Cognitive and strategic learning
Beyond running or tagging, many of these games include elements of decision‑making, strategy, anticipation, cooperation or competition. The Kenyan research noted games “involving physical skill and strategy” where outcomes depended not only on speed but also on rational choices.
Tag‑type games may require players to observe, predict opponents, choose when to tag or when to evade, thus sharpening cognitive as well as physical faculties.
Adaptation To Environment And Context
Many Indigenous games evolve to fit the local environment (available space, climate, resources) and cultural needs.
For instance, in jobs where hunting in difficult terrain or in darkness was required, games developed that trained endurance, balance and reflexes. (Even materials needed tend to be minimal or drawn from the local surroundings, making the games accessible to wide portions of the community.

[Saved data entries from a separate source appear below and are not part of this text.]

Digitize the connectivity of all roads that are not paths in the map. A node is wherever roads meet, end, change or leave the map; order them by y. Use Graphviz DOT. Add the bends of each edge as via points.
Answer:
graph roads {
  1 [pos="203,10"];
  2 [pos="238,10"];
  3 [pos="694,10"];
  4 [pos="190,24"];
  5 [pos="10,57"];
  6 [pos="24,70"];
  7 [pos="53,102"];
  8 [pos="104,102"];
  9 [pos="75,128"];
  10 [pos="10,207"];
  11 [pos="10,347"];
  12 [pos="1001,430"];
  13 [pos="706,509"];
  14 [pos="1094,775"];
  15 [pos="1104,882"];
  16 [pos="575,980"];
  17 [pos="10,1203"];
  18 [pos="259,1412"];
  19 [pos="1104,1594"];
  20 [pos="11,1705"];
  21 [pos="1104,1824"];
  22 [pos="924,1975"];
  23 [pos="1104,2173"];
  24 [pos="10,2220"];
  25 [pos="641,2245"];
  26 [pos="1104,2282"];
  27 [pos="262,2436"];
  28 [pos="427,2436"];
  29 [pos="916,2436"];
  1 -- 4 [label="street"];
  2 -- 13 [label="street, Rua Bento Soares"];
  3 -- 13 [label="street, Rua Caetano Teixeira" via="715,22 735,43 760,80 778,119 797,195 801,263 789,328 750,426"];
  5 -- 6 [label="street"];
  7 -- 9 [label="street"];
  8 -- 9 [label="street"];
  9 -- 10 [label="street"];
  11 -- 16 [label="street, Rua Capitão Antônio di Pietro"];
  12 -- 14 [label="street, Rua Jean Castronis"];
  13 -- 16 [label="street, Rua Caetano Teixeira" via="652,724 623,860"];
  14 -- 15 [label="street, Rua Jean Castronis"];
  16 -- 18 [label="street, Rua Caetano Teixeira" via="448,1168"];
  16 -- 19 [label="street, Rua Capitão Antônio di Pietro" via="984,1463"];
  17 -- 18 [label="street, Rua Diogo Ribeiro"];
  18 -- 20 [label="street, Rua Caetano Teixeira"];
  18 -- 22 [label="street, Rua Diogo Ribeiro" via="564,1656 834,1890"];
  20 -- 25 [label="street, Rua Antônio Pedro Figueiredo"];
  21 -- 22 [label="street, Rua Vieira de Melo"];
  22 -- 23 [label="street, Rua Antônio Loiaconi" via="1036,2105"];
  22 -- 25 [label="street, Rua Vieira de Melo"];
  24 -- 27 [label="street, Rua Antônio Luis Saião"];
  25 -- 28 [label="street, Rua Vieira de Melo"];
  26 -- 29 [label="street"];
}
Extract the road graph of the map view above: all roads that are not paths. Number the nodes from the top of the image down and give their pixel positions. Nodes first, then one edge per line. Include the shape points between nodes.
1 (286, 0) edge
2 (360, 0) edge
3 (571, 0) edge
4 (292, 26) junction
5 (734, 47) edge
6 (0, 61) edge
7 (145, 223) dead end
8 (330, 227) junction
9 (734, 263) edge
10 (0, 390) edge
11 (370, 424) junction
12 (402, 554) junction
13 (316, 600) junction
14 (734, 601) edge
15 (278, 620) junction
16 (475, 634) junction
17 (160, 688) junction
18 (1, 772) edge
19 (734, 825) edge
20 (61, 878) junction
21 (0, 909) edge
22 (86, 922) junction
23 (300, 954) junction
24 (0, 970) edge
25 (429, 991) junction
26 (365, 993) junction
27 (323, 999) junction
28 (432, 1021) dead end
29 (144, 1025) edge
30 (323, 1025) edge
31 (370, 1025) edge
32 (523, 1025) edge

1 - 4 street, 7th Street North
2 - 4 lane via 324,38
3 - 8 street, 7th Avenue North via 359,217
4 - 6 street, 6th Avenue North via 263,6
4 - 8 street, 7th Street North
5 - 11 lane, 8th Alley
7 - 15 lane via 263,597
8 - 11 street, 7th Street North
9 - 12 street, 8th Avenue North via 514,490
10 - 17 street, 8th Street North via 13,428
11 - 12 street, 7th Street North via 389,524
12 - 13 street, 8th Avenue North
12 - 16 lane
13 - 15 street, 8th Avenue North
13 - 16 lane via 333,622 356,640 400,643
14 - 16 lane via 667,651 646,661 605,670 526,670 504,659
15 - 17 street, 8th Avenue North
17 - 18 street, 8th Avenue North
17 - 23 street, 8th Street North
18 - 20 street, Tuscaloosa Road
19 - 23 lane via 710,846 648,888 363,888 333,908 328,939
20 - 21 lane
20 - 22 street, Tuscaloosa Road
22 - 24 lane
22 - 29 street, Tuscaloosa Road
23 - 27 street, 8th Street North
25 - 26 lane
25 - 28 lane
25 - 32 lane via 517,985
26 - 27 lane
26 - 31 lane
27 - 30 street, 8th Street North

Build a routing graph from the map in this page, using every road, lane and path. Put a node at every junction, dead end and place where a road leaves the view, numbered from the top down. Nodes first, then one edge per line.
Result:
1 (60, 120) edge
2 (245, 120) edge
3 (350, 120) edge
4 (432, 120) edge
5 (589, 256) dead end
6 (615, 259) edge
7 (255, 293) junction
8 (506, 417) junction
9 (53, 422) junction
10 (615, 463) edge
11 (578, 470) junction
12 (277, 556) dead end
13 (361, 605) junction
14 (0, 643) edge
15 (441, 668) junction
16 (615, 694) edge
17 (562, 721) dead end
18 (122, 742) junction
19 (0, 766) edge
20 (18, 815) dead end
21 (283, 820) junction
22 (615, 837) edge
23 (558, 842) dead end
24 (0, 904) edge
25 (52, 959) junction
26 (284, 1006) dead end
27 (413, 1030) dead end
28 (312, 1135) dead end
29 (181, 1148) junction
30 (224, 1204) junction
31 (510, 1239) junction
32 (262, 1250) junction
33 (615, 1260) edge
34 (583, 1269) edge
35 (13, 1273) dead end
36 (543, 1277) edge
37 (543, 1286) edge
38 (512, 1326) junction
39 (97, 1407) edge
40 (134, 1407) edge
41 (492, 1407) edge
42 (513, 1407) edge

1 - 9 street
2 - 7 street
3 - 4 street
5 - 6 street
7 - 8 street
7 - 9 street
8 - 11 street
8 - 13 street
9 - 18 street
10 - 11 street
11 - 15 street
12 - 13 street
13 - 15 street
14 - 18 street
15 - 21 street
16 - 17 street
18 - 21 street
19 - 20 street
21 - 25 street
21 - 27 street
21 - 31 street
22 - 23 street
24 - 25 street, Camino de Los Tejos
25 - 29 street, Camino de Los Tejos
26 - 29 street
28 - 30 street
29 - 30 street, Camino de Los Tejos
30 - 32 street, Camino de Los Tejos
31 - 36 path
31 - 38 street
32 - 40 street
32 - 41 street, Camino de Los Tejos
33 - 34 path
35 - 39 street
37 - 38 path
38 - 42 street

Preservation of Heritage and Resilience
While modern sports often dominate, these tagging and chase‑games hold value in preserving cultural heritage. Some communities see these as an opportunity to maintain linkages to tradition, to engage youth in culturally meaningful activity, and to build resilience against cultural erosion.
One study cautions that many traditional games are declining as modern sports take over, yet the games still “carry value that made it necessary for them to be preserved and passed from one generation to another.”
Use in Education and Health Promotion
In more formal settings (schools, community programmes) such games are sometimes used to teach physical education, cultural awareness or life skills.
The documents on Indigenous games for children suggest that such games serve dual roles of recreation and learning (for example balance games, tag games, etc)
Special Role of Tagging/Chase Mechanics
The act of chasing/tagging introduces particular dynamics: the excitement of pursuit and evasion, managing motion in space, awareness of others and timing. These dynamics make such games especially useful for building confidence, reflexes, quick decision‐making and investment in group interaction.
They also mirror some survival behaviours (for example avoiding predator or pursuing prey) though in a playful and safe context.
In short, Indigenous tagging games are far more than “just fun” — they are vehicles for physical development, social learning, cultural transmission, cognitive growth, environmental adaptation and heritage preservation.